Senator Carl Levin to Tell Iraqi Lawmakers to Count U.S. Out of Civil War
Fox News

WASHINGTON - The chairman of the U.S. Senate Armed Services committee said he was leaving Wednesday for Iraq to tell its leaders that they must accept responsibility for their country.

"Folks, if you want a civil war in this country, that's your choice. Count us out of your civil war. We've been here four-and-a-half years," Democratic Senator Carl Levin of Michigan told reporters Wednesday during a stop at Michigan's statehouse.

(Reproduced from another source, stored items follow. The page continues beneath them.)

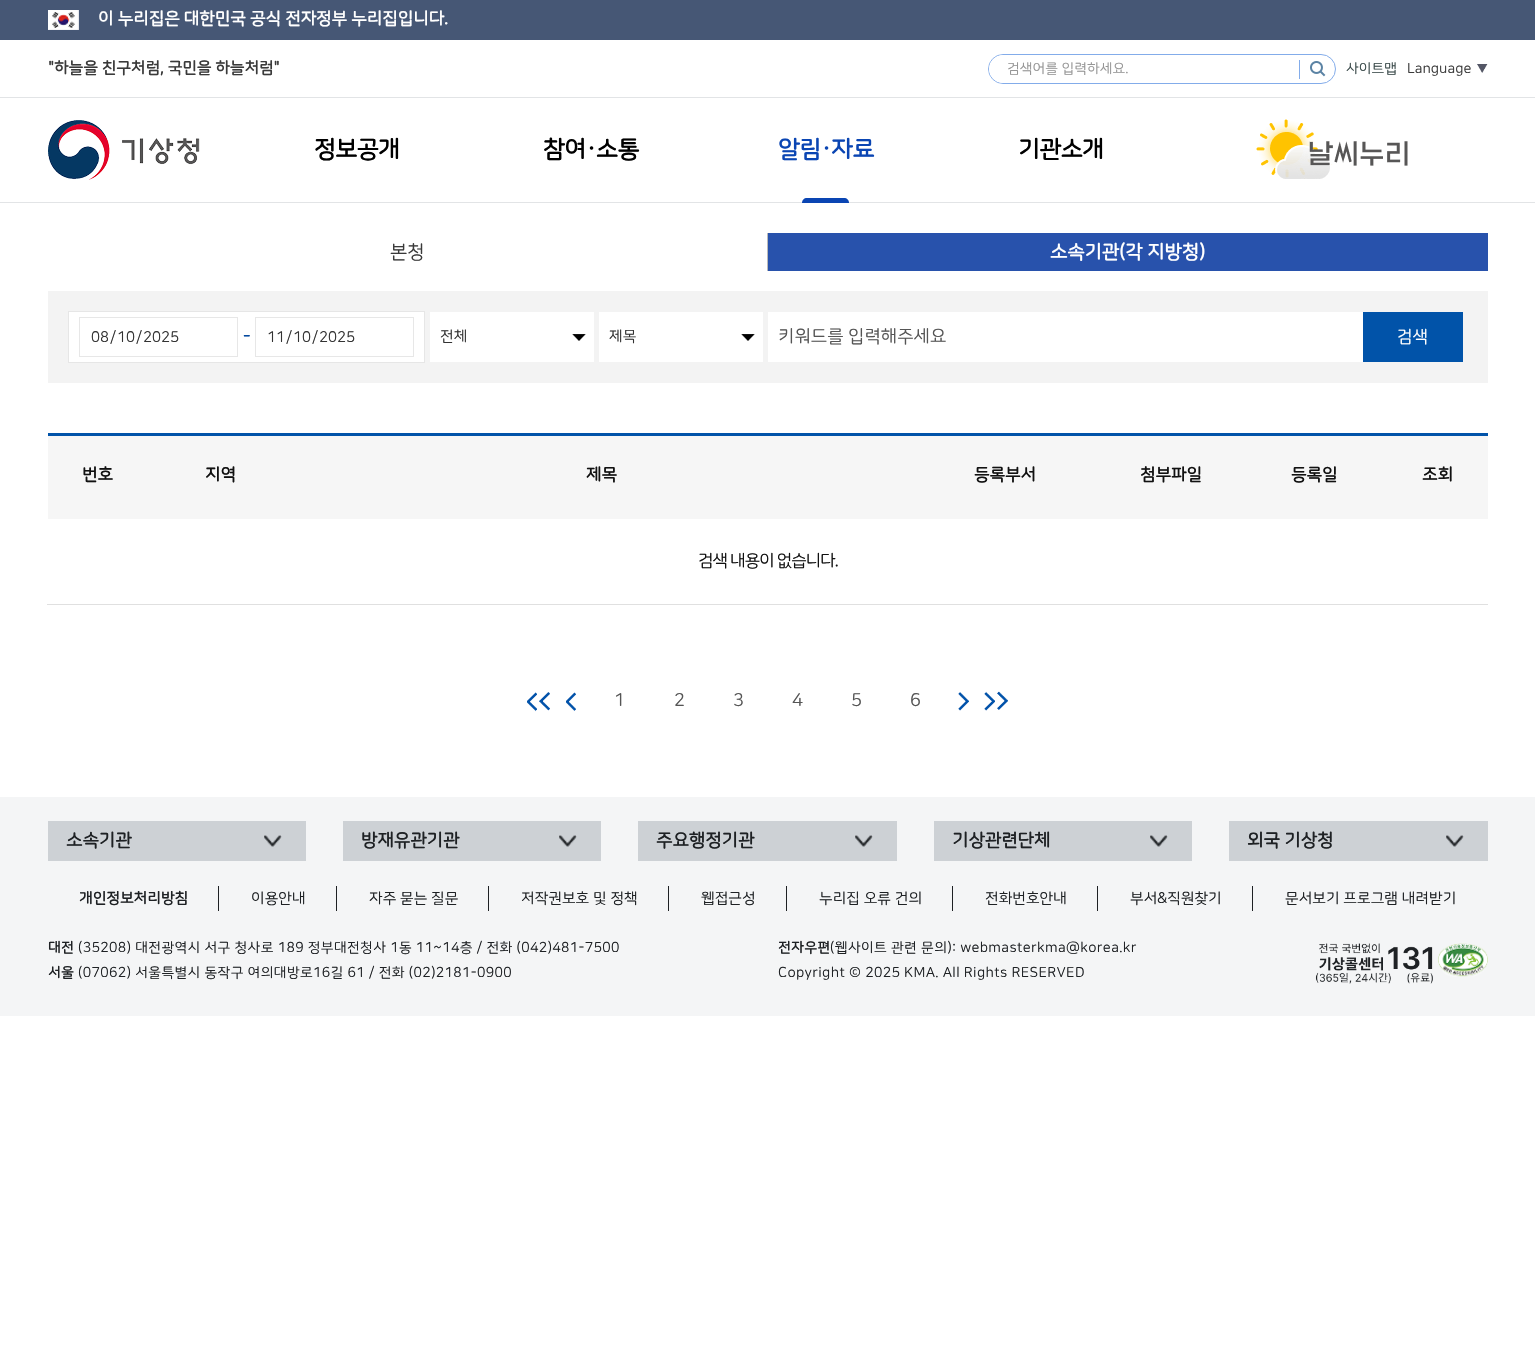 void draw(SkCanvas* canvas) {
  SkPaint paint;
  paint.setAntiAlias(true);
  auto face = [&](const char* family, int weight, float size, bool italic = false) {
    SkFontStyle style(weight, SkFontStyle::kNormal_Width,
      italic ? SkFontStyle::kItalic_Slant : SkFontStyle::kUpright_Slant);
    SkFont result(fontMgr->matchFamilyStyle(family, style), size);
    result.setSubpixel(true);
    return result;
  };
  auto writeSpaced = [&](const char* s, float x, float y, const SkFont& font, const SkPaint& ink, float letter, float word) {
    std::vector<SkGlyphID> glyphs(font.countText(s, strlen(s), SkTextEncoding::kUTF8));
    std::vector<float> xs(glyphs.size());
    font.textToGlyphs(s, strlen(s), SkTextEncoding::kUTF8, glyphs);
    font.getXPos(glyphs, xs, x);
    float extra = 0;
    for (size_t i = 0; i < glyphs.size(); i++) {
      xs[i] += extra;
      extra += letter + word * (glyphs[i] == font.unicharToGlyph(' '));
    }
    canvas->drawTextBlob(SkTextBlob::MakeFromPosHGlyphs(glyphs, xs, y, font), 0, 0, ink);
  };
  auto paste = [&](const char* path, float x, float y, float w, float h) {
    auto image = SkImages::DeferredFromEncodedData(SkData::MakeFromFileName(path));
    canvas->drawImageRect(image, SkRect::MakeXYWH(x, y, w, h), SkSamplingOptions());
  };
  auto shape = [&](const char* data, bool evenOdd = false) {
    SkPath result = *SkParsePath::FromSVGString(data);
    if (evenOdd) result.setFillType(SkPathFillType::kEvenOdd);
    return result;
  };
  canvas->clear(0xffffffff);
  paint.setColor(0xff465775);
  canvas->drawRect(SkRect::MakeXYWH(0, 0, 1535, 40), paint);
  paste("img/1.png", 48, 10, 31, 20);
  paint.setStroke(true);
  paint.setStrokeWidth(1);
  paint.setColor(0xff83acea);
  canvas->drawRoundRect(SkRect::MakeXYWH(988.5f, 54.5f, 347, 29), 14.5f, 14.5f, paint);
  paint.setStroke(false);
  paint.setColor(0xffffffff);
  canvas->drawPath(shape("M1003 55H1297V83H1003C995.5 83 989 76.5 989 69C989 61.5 995.5 55 1003 55Z"), paint);
  paste("img/2.png", 1310, 61, 16, 16);
  paint.setColor(0xff83acea);
  canvas->drawRect(SkRect::MakeXYWH(1299, 60, 1, 19), paint);
  paste("img/3.png", 1477, 64, 11, 9);
  paint.setColor(0xffe2e4e6);
  canvas->drawRect(SkRect::MakeXYWH(0, 97, 1535, 1), paint);
  canvas->drawRect(SkRect::MakeXYWH(0, 202, 1535, 1), paint);
  paste("img/4.png", 48, 120, 152, 60);
  paint.setColor(0xff0a45b3);
  canvas->drawPath(shape("M807 198H844C847 198 849 200 849 203H802C802 200 804 198 807 198Z"), paint);
  paste("img/5.png", 1256, 119, 152, 60);
  {
    const struct { float x, y, w, h; SkColor color; } items[] = {
      {767, 233, 1, 38, 0xffbababa},
      {768, 233, 720, 38, 0xff2852ac},
      {48, 291, 1440, 92, 0xfff3f3f3},
    };
    for (auto [x, y, w, h, color] : items) {
      paint.setColor(color);
      canvas->drawRect(SkRect::MakeXYWH(x, y, w, h), paint);
    }
  }
  paint.setColor(0xffffffff);
  canvas->drawRect(SkRect::MakeXYWH(68.5f, 311.5f, 356, 51), paint);
  paint.setStroke(true);
  paint.setColor(0xffe6e6e6);
  canvas->drawRect(SkRect::MakeXYWH(68.5f, 311.5f, 356, 51), paint);
  paint.setColor(0xffe7e7e7);
  canvas->drawRect(SkRect::MakeXYWH(79.5f, 317.5f, 158, 39), paint);
  canvas->drawRect(SkRect::MakeXYWH(255.5f, 317.5f, 158, 39), paint);
  paint.setStroke(false);
  paint.setColor(0xffffffff);
  canvas->drawRect(SkRect::MakeXYWH(430, 312, 164, 50), paint);
  paste("img/6.png", 572, 334, 14, 7);
  canvas->drawRect(SkRect::MakeXYWH(599, 312, 164, 50), paint);
  paste("img/6.png", 741, 334, 14, 7);
  {
    const struct { float x, y, w, h; SkColor color; } items[] = {
      {768, 312, 595, 50, 0xffffffff},
      {1363, 312, 100, 50, 0xff0153a9},
      {48, 433, 1440, 3, 0xff0153a9},
      {48, 436, 1440, 83, 0xfff6f6f6},
      {47, 604, 1441, 1, 0xffe0e0e0},
    };
    for (auto [x, y, w, h, color] : items) {
      paint.setColor(color);
      canvas->drawRect(SkRect::MakeXYWH(x, y, w, h), paint);
    }
  }
  paste("img/7.png", 527, 692, 23, 20);
  paste("img/8.png", 566, 692, 10, 19);
  paste("img/9.png", 958, 692, 11, 19);
  paste("img/10.png", 984, 691, 24, 20);
  paint.setColor(0xfff4f5f6);
  canvas->drawRect(SkRect::MakeXYWH(0, 797, 1535, 219), paint);
  paint.setColor(0xffcdd1d5);
  canvas->drawRect(SkRect::MakeXYWH(48, 821, 258, 40), paint);
  paste("img/11.png", 264, 835, 18, 12);
  canvas->drawRect(SkRect::MakeXYWH(343, 821, 258, 40), paint);
  paste("img/12.png", 559, 835, 18, 12);
  canvas->drawRect(SkRect::MakeXYWH(638, 821, 259, 40), paint);
  paste("img/12.png", 855, 835, 18, 12);
  canvas->drawRect(SkRect::MakeXYWH(934, 821, 258, 40), paint);
  paste("img/12.png", 1150, 835, 18, 12);
  canvas->drawRect(SkRect::MakeXYWH(1229, 821, 259, 40), paint);
  paste("img/11.png", 1446, 835, 18, 12);
  {
    const struct { float x, y, w, h; SkColor color; } items[] = {
      {218, 886, 1, 25, 0xff1e2124},
      {336, 886, 1, 25, 0xff1e2124},
      {488, 886, 1, 25, 0xff1e2124},
      {668, 886, 1, 25, 0xff1e2124},
      {786, 886, 1, 25, 0xff1e2124},
      {952, 886, 1, 25, 0xff1e2124},
      {1097, 886, 1, 25, 0xff1e2124},
      {1252, 886, 1, 25, 0xff1e2124},
    };
    for (auto [x, y, w, h, color] : items) {
      paint.setColor(color);
      canvas->drawRect(SkRect::MakeXYWH(x, y, w, h), paint);
    }
  }
  paste("img/13.png", 1315, 943, 118, 41);
  paste("img/14.png", 1438, 943, 50, 34);
  auto f0 = face("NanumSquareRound", 700, 17);
  paint.setColor(0xffffffff);
  canvas->drawString("이 누리집은 대한민국 공식 전자정부 누리집입니다.", 98, 24, f0, paint);
  auto f1 = face("NanumSquareRound", 700, 16);
  paint.setColor(0xff3a3a3a);
  canvas->drawString("\"하늘을 친구처럼, 국민을 하늘처럼\"", 48, 73, f1, paint);
  auto f2 = face("NanumSquareRound", 400, 14);
  paint.setColor(0xff969696);
  canvas->drawString("검색어를 입력하세요.", 1007, 73, f2, paint);
  paint.setColor(0xff3a4a4a);
  canvas->drawString("사이트맵", 1346, 73, f2, paint);
  paint.setColor(0xff3a3a3a);
  canvas->drawString("Language", 1407, 73, f2, paint);
  auto f3 = face("NanumSquareRound", 700, 24);
  paint.setColor(0xff000000);
  writeSpaced("정보공개", 314, 157, f3, paint, -0.5f, 0);
  writeSpaced("참여·소통", 543, 157, f3, paint, -0.5f, 0);
  paint.setColor(0xff0a45b3);
  writeSpaced("알림·자료", 778, 157, f3, paint, -0.5f, 0);
  paint.setColor(0xff000000);
  writeSpaced("기관소개", 1018, 157, f3, paint, -0.5f, 0);
  auto f4 = face("NanumSquareRound", 400, 19);
  paint.setColor(0xff3a3a3a);
  canvas->drawString("본청", 390, 258, f4, paint);
  auto f5 = face("NanumSquareRound", 700, 19);
  paint.setColor(0xffffffff);
  canvas->drawString("소속기관(각 지방청)", 1050, 258, f5, paint);
  auto f6 = face("NanumSquareRound", 400, 15);
  paint.setColor(0xff333333);
  {
    const struct { const char* s; float x, y; } items[] = {
      {"08", 91, 342},
      {"/", 110, 342},
      {"10", 117, 342},
      {"/", 136, 342},
      {"2025", 143, 342},
    };
    for (auto [s, x, y] : items) {
      canvas->drawString(s, x, y, f6, paint);
    }
  }
  paint.setColor(0xff04499f);
  canvas->drawString("-", 243, 342, f0, paint);
  paint.setColor(0xff333333);
  {
    const struct { const char* s; float x, y; } items[] = {
      {"11", 267, 342},
      {"/", 286, 342},
      {"10", 293, 342},
      {"/", 312, 342},
      {"2025", 319, 342},
      {"전체", 440, 341},
      {"제목", 609, 341},
    };
    for (auto [s, x, y] : items) {
      canvas->drawString(s, x, y, f6, paint);
    }
  }
  auto f7 = face("NanumSquareRound", 400, 18);
  paint.setColor(0xff555555);
  canvas->drawString("키워드를 입력해주세요", 778, 342, f7, paint);
  auto f8 = face("NanumSquareRound", 400, 17);
  paint.setColor(0xffffffff);
  canvas->drawString("검색", 1397, 342, f8, paint);
  paint.setColor(0xff111111);
  {
    const struct { const char* s; float x, y; } items[] = {
      {"번호", 82, 480},
      {"지역", 205, 480},
      {"제목", 586, 480},
      {"등록부서", 974, 480},
      {"첨부파일", 1140, 480},
      {"등록일", 1291, 480},
      {"조회", 1422, 480},
    };
    for (auto [s, x, y] : items) {
      canvas->drawString(s, x, y, f0, paint);
    }
  }
  writeSpaced("검색 내용이 없습니다.", 698, 566, f8, paint, -1, 0);
  paint.setColor(0xff555555);
  {
    const struct { const char* s; float x, y; } items[] = {
      {"1", 614, 706},
      {"2", 674, 706},
      {"3", 733, 706},
      {"4", 792, 706},
      {"5", 851, 706},
      {"6", 910, 706},
    };
    for (auto [s, x, y] : items) {
      canvas->drawString(s, x, y, f7, paint);
    }
  }
  auto f9 = face("NanumSquareRound", 700, 18);
  paint.setColor(0xff1e2124);
  {
    const struct { const char* s; float x, y; } items[] = {
      {"소속기관", 66, 846},
      {"방재유관기관", 361, 846},
      {"주요행정기관", 656, 846},
      {"기상관련단체", 952, 846},
      {"외국 기상청", 1247, 846},
    };
    for (auto [s, x, y] : items) {
      canvas->drawString(s, x, y, f9, paint);
    }
  }
  auto f10 = face("NanumSquareRound", 700, 15);
  canvas->drawString("개인정보처리방침", 79, 903, f10, paint);
  {
    const struct { const char* s; float x, y; } items[] = {
      {"이용안내", 251, 903},
      {"자주 묻는 질문", 369, 903},
      {"저작권보호 및 정책", 521, 903},
      {"웹접근성", 701, 903},
      {"누리집 오류 건의", 819, 903},
      {"전화번호안내", 985, 903},
      {"부서&직원찾기", 1130, 903},
      {"문서보기 프로그램 내려받기", 1285, 903},
    };
    for (auto [s, x, y] : items) {
      canvas->drawString(s, x, y, f6, paint);
    }
  }
  auto f11 = face("NanumSquareRound", 700, 14);
  writeSpaced("대전", 48, 952, f11, paint, 0.35f, 0);
  writeSpaced("(35208) 대전광역시 서구 청사로 189 정부대전청사 1동 11~14층 / 전화 (042)481-7500", 78, 952, f2, paint, 0.35f, 0);
  writeSpaced("서울", 48, 977, f11, paint, 0.35f, 0);
  writeSpaced("(07062) 서울특별시 동작구 여의대방로16길 61 / 전화 (02)2181-0900", 78, 977, f2, paint, 0.35f, 0);
  writeSpaced("전자우편", 778, 952, f11, paint, 0.35f, 0);
  writeSpaced("(웹사이트 관련 문의): webmasterkma@korea.kr", 830, 952, f2, paint, 0.35f, 0);
  writeSpaced("Copyright © 2025 KMA. All Rights RESERVED", 778, 977, f2, paint, 0.35f, 0);
} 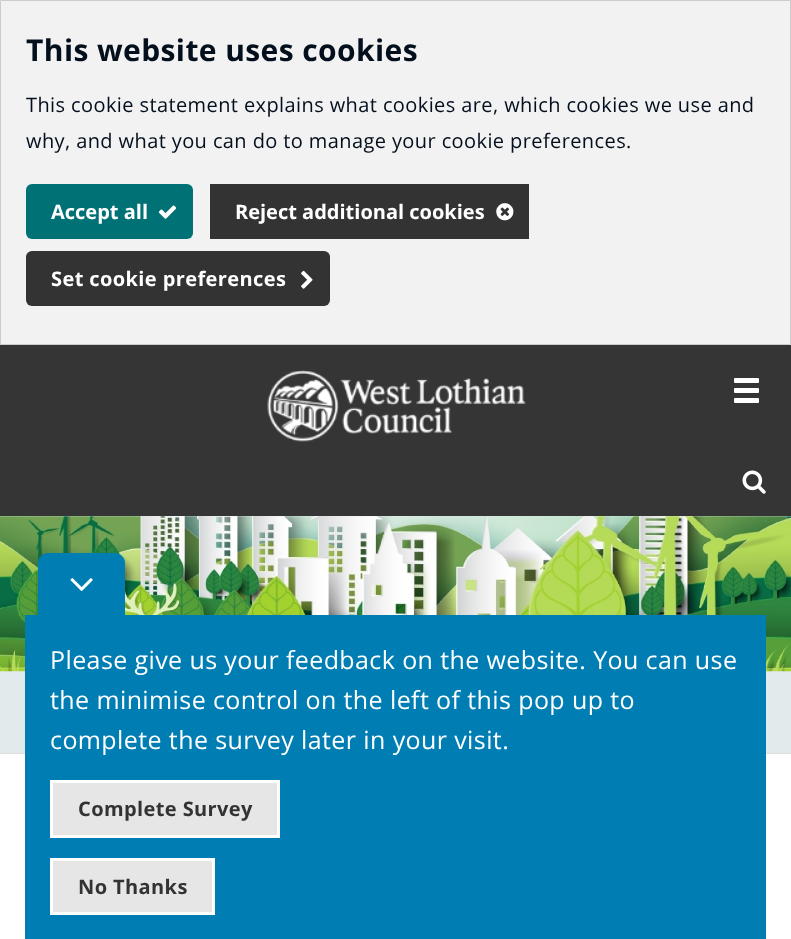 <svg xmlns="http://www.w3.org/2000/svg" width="791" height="939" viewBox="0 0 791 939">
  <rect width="100%" height="100%" fill="#fff"/>
  <path d="M0.5 0.5h790v344H0.5z" fill="#f2f2f2" stroke="#ccc"/>
  <rect x="26" y="184" width="167" height="55" rx="6" fill="#007276"/>
  <image x="158" y="205" width="19" height="14" href="img/1.png"/>
  <path d="M210 184h319v55H210z" fill="#333"/>
  <image x="496" y="203" width="18" height="18" href="img/2.png"/>
  <rect x="26" y="251" width="304" height="55" rx="6" fill="#333"/>
  <image x="301" y="270" width="12" height="19" href="img/3.png"/>
  <path d="M0 345h791v171H0z" fill="#353535"/>
  <image x="267" y="370" width="259" height="72" href="img/4.png"/>
  <rect x="734" y="378" width="25" height="5" rx="1" fill="#fff"/>
  <rect x="734" y="388" width="25" height="5" rx="1" fill="#fff"/>
  <rect x="734" y="398" width="25" height="5" rx="1" fill="#fff"/>
  <image x="742" y="470" width="24" height="24" href="img/5.png"/>
  <path d="M0 516h791v164H0z" fill="#e1eaec"/>
  <image x="0" y="516" width="791" height="156" href="img/6.png"/>
  <path d="M48 553H115C120.5 553 125 557.5 125 563V615H38V563C38 557.5 42.5 553 48 553Z" fill="#007eb3"/>
  <image x="70" y="578" width="23" height="13" href="img/7.png"/>
  <path d="M0 680h791v73H0z" fill="#e3eaec"/>
  <path d="M0 753h791v1H0z" fill="#dedede"/>
  <path d="M25 615h741v324H25z" fill="#007eb3"/>
  <path d="M51.5 781.5h227v55H51.5z" fill="#e6e6e6" stroke="#fff" stroke-width="3"/>
  <path d="M51.5 859.5h162v54H51.5z" fill="#e6e6e6" stroke="#fff" stroke-width="3"/>
  <text x="26" y="61" font-family="Open Sans" font-size="30" font-weight="bold" letter-spacing="0.4" fill="#040f1e">This website uses cookies</text>
  <g font-family="Open Sans" font-size="20" letter-spacing="0.4" fill="#040f1e">
    <text x="26" y="112">This cookie statement explains what cookies are, which cookies we use and</text>
    <text x="26" y="148">why, and what you can do to manage your cookie preferences.</text>
  </g>
  <g font-family="Open Sans" font-size="20" font-weight="bold" fill="#fff">
    <text x="51" y="219">Accept all</text>
    <text x="235" y="219">Reject additional cookies</text>
  </g>
  <text x="51" y="286" font-family="Open Sans" font-size="20" font-weight="bold" letter-spacing="0.4" fill="#fff">Set cookie preferences</text>
  <g font-family="Open Sans" font-size="25" letter-spacing="0.4" fill="#fff">
    <text x="50" y="669">Please give us your feedback on the website. You can use</text>
    <text x="50" y="709">the minimise control on the left of this pop up to</text>
    <text x="50" y="749">complete the survey later in your visit.</text>
  </g>
  <g font-family="Open Sans" font-size="20" font-weight="bold" letter-spacing="0.4" fill="#333">
    <text x="78" y="816">Complete Survey</text>
    <text x="78" y="894">No Thanks</text>
  </g>
</svg>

Levin's comments came as the death toll rose to 250 following a spate of four homicide truck bombings in northwestern Iraq Tuesday, underscoring the difficulties in curtailing the steady stream of shooting and bombings that have become the soundtrack to Iraq's reconstruction efforts.

With Americans increasingly frustrated about the mounting U.S. deaths there, the U.S. Congress is awaiting a pivotal assessment due in September by Ambassador Ryan Crocker and Gen. David Petraeus amid a fierce debate over whether to begin withdrawing U.S. troops from Iraq.